Annuii e mio padre si voltò verso di me, offrendomi il braccio. Le mie mani si aggrapparono al suo braccio e mi girai dolcemente verso la porta.
Il pizzo del mio abito fece un lieve fruscio mentre ci avvicinavamo alla porta aperta.
La mia futura cognata, che era stata una delle mie più care amiche per anni, tirò su col naso mentre le passavo accanto.
«Non mi farai piangere», sussurrò toccandosi l'angolo dell'occhio con un dito.
«Non cominciare adesso», risi guardando la sua faccia contrarsi.
«Abbiamo scommesso tutti su chi piangerà per primo», rise Steph.
«Ho puntato venti euro su Cam», disse mio padre orgoglioso. Il mio futuro cognato era un po' matto, ma anche emotivo.
«Krista è l'unica che ha scommesso sullo sposo», mi strizzò l'occhio Stephanie, e sentii il viso arrossire.
«Io ho scommesso sullo zio Cam».
Ridemmo tutti mentre Nat arrivava di corsa lungo il corridoio e afferrava la mano di sua madre.
«Papà ha detto che è ora di andare. Mi ha chiesto perché tutte le donne sono in ritardo. Gli ho detto che non lo sapevo, perché non sono ancora una donna».
«È un mistero, Natty bug. Nessun uomo lo capirà mai», le disse mio padre seriamente.
«Ci vediamo giù», disse lei con uno sguardo eloquente e si lasciò trascinare dalla figlia lungo il corridoio.
«Pensi che piangerà?» chiese mio padre incuriosito mentre mi offriva il braccio.

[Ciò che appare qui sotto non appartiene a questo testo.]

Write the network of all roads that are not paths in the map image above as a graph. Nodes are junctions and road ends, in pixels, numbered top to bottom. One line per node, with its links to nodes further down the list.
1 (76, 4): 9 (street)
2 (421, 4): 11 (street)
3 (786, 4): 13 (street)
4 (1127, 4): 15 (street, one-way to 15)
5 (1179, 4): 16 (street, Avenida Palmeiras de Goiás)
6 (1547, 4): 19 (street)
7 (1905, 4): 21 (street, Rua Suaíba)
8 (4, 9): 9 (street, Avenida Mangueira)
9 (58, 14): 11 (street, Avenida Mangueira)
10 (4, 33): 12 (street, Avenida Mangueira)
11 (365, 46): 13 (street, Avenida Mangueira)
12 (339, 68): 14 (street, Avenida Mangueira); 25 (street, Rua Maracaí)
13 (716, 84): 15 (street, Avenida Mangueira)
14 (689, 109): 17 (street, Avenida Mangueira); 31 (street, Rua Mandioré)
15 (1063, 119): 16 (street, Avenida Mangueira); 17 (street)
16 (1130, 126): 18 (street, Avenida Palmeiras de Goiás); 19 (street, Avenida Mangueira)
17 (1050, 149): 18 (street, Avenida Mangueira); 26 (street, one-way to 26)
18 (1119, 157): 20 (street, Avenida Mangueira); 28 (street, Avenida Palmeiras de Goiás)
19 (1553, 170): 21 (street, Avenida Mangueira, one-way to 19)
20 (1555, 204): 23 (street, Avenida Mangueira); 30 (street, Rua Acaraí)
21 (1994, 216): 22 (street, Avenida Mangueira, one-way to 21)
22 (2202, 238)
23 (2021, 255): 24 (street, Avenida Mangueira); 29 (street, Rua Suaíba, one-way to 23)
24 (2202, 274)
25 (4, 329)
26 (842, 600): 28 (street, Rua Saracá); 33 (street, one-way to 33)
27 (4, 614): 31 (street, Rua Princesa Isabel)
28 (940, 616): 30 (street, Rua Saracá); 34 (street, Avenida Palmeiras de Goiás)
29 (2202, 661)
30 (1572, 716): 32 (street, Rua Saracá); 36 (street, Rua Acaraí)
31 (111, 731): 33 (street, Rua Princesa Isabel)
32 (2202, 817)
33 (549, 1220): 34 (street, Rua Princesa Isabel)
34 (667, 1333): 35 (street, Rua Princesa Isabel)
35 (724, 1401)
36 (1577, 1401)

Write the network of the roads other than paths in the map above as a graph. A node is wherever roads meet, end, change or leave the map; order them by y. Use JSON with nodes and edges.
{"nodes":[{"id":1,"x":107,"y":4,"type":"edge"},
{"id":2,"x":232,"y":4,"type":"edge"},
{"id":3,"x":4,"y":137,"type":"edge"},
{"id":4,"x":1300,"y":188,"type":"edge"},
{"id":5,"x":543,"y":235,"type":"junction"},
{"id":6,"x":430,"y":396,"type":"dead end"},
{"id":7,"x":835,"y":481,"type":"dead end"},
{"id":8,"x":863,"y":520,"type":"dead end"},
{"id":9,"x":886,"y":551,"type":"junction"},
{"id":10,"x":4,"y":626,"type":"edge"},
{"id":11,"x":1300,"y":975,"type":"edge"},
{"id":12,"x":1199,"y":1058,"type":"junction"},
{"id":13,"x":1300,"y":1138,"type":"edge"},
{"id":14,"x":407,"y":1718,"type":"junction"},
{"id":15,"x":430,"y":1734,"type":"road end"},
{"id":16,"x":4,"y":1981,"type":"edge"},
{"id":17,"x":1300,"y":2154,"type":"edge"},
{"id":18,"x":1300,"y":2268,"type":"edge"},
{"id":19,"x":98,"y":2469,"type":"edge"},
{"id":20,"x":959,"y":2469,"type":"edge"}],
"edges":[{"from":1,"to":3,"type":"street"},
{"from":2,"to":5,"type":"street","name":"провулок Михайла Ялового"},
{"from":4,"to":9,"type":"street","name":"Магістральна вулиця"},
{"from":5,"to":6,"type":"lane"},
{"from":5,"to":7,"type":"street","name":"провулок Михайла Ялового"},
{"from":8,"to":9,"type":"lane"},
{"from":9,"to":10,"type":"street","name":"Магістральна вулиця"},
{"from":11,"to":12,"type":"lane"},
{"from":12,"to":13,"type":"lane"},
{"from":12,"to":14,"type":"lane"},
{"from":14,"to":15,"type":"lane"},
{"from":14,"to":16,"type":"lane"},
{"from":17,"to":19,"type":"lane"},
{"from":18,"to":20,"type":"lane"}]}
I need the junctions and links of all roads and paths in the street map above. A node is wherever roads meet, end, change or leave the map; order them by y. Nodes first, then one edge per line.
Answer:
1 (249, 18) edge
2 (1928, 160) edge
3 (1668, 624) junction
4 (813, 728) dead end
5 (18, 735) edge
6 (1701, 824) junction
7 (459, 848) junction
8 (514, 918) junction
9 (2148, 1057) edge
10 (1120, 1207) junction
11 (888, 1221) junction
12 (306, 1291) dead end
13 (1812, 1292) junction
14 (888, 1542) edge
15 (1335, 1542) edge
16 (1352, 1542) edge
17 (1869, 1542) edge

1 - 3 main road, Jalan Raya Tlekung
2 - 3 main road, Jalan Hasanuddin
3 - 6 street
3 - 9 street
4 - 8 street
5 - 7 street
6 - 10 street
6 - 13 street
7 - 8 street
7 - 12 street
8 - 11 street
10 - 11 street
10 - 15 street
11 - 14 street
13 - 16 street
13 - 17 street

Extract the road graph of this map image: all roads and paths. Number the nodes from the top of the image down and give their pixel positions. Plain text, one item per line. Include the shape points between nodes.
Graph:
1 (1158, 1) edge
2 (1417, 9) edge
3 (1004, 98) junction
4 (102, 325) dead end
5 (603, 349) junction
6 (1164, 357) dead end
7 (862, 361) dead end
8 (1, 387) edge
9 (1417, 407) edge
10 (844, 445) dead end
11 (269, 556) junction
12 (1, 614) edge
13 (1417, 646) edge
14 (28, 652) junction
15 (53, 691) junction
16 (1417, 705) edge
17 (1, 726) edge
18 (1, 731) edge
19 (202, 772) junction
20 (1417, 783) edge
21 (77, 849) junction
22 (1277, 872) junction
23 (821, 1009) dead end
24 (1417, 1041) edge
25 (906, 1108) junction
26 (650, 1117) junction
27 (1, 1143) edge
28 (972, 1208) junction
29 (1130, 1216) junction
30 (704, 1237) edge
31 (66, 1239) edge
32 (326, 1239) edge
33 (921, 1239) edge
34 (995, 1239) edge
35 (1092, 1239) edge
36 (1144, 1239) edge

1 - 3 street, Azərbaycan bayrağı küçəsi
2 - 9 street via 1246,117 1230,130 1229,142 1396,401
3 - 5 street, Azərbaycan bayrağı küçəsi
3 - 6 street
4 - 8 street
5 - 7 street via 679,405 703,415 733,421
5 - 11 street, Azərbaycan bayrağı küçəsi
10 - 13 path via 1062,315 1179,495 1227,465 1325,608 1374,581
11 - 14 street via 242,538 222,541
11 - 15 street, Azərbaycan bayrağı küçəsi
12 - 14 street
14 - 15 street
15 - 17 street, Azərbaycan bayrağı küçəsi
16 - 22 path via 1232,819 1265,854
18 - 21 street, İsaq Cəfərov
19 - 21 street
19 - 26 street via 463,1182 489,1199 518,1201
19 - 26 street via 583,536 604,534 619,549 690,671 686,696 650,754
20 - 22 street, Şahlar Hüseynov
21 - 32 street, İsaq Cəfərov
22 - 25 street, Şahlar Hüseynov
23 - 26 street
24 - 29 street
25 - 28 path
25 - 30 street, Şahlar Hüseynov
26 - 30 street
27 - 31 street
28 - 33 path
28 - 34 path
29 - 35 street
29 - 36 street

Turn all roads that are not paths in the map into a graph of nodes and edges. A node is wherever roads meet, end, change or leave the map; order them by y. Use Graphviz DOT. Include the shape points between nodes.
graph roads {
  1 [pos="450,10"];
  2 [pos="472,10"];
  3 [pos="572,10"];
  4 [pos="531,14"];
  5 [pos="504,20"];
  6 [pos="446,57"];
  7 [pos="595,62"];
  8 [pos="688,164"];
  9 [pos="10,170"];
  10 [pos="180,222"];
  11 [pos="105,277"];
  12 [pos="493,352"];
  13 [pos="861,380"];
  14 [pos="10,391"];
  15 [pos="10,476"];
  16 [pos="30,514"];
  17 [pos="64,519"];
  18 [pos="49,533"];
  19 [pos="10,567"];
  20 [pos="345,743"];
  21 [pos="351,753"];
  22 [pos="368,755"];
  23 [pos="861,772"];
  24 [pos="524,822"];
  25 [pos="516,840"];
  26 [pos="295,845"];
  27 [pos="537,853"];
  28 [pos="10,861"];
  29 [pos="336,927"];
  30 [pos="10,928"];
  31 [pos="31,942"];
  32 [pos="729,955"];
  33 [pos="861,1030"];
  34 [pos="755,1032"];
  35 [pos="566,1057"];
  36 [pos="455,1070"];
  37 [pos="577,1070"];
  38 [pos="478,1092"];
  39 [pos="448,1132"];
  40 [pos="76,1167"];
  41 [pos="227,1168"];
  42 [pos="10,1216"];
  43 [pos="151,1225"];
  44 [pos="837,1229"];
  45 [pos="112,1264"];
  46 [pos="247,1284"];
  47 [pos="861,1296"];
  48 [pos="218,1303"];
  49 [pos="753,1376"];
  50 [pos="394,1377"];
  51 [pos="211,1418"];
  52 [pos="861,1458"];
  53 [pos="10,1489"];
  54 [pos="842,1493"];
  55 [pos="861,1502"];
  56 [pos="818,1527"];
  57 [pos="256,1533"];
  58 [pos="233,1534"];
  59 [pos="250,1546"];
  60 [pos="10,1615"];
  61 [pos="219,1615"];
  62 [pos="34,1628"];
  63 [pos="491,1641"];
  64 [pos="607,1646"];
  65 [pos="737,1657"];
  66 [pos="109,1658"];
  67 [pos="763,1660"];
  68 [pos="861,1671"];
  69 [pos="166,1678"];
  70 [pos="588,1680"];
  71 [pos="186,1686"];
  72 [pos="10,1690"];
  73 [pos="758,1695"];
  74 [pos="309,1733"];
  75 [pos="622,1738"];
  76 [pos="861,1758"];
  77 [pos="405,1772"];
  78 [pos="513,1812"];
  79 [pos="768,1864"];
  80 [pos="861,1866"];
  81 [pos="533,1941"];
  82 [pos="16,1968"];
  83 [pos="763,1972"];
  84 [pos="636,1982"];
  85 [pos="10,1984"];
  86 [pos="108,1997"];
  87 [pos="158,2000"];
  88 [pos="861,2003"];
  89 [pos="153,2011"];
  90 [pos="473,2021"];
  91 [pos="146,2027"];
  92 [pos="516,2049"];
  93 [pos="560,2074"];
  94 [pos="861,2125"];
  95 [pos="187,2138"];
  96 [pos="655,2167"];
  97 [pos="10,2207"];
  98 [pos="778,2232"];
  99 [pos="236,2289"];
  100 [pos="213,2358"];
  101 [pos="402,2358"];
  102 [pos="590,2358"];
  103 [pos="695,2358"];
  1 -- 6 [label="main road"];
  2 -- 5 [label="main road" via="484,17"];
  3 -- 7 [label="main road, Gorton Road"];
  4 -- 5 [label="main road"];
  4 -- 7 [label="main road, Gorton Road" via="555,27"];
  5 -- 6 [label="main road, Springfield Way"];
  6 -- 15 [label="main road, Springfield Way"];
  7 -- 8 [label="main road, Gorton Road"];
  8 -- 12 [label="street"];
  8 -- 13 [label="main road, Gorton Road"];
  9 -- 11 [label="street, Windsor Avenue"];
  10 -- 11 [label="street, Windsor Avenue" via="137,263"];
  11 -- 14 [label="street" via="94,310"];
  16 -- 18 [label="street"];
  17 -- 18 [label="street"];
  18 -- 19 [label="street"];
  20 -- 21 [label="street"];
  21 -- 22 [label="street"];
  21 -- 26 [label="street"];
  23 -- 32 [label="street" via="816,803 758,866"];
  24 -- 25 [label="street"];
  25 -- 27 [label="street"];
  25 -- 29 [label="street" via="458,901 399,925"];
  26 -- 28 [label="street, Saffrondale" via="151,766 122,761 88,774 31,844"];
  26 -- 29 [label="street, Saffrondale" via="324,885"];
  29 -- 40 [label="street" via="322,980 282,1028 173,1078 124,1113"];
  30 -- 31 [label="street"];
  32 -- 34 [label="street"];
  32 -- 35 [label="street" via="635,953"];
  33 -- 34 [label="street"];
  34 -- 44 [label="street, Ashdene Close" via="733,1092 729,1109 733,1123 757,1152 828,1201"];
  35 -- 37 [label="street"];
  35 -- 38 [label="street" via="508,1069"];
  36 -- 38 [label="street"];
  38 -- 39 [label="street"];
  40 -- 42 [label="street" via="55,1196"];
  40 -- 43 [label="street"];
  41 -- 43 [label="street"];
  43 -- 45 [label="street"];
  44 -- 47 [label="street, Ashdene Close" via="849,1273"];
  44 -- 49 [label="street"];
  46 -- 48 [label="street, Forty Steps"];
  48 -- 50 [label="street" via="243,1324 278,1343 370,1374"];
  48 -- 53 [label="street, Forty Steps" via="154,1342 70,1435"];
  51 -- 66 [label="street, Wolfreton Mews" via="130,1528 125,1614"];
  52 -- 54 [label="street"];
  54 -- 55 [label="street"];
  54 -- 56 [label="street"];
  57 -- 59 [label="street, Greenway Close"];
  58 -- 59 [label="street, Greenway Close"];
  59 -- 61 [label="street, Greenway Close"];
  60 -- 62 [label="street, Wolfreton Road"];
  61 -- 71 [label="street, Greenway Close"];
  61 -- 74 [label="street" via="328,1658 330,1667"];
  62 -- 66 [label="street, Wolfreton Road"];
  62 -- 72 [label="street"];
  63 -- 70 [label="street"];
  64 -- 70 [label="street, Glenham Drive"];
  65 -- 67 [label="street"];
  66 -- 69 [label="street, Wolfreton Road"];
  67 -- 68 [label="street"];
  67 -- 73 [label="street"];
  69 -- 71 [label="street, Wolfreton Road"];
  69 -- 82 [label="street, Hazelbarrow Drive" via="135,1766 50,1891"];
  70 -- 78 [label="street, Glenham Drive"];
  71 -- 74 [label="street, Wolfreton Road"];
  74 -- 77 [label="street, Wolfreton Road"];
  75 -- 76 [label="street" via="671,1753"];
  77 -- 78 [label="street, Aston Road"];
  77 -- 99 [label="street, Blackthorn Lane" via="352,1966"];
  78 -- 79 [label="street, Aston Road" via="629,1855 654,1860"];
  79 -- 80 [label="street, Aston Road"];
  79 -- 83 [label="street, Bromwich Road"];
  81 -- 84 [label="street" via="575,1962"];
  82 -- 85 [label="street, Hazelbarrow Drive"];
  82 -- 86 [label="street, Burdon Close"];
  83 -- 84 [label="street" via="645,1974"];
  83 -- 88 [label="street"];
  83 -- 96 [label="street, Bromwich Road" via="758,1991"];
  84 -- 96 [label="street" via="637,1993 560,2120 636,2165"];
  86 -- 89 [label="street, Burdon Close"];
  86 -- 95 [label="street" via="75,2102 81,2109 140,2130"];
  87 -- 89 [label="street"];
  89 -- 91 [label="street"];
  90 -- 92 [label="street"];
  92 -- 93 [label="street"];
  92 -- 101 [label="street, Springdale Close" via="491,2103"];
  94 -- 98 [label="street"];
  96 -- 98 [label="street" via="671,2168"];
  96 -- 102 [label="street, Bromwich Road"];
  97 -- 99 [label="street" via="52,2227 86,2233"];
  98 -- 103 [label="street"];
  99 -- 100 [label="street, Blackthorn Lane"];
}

«Lo so. Voi tutti pensate che sia un duro sarcastico, ma dentro è un tenerone». Il mio sposo era difficile da capire a volte, ma era una persona meravigliosa.
«Immagino che mi porterai via altri soldi entro la fine della giornata allora», rise mentre camminavamo lentamente lungo il corridoio e giravamo l'angolo verso l'area anteriore dove erano riunite tutte le damigelle.
Mia sorella, la mia nuova sorella, la mia cara amica Allison e mia nipote erano tutte in fila dietro le pesanti porte di legno.
La musica proveniente dall'interno della chiesa era sommessa, ma riconobbi la dolce melodia dell'arpa che segnalava l'apertura delle porte.
«A presto, zia Krissa», sussurrò Nat prima di scomparire attraverso le porte aperte. Io e mio padre ci mettemmo in fila appena fuori dalla vista degli ospiti e aspettammo il segnale della wedding planner.
La musica cambiò di nuovo e la piccola donna bionda ci fece cenno di avanzare. Era il momento.
Mentre i miei tacchi di seta color crema varcavano la soglia della sala principale, gli ultimi anni della mia vita mi passarono davanti agli occhi.
Non avrei mai pensato che il volto dell'uomo in piedi alla fine della navata sarebbe stato il mio futuro, ma quando i suoi occhi umidi incontrarono i miei...
Seppi che era sempre stato lui quello giusto.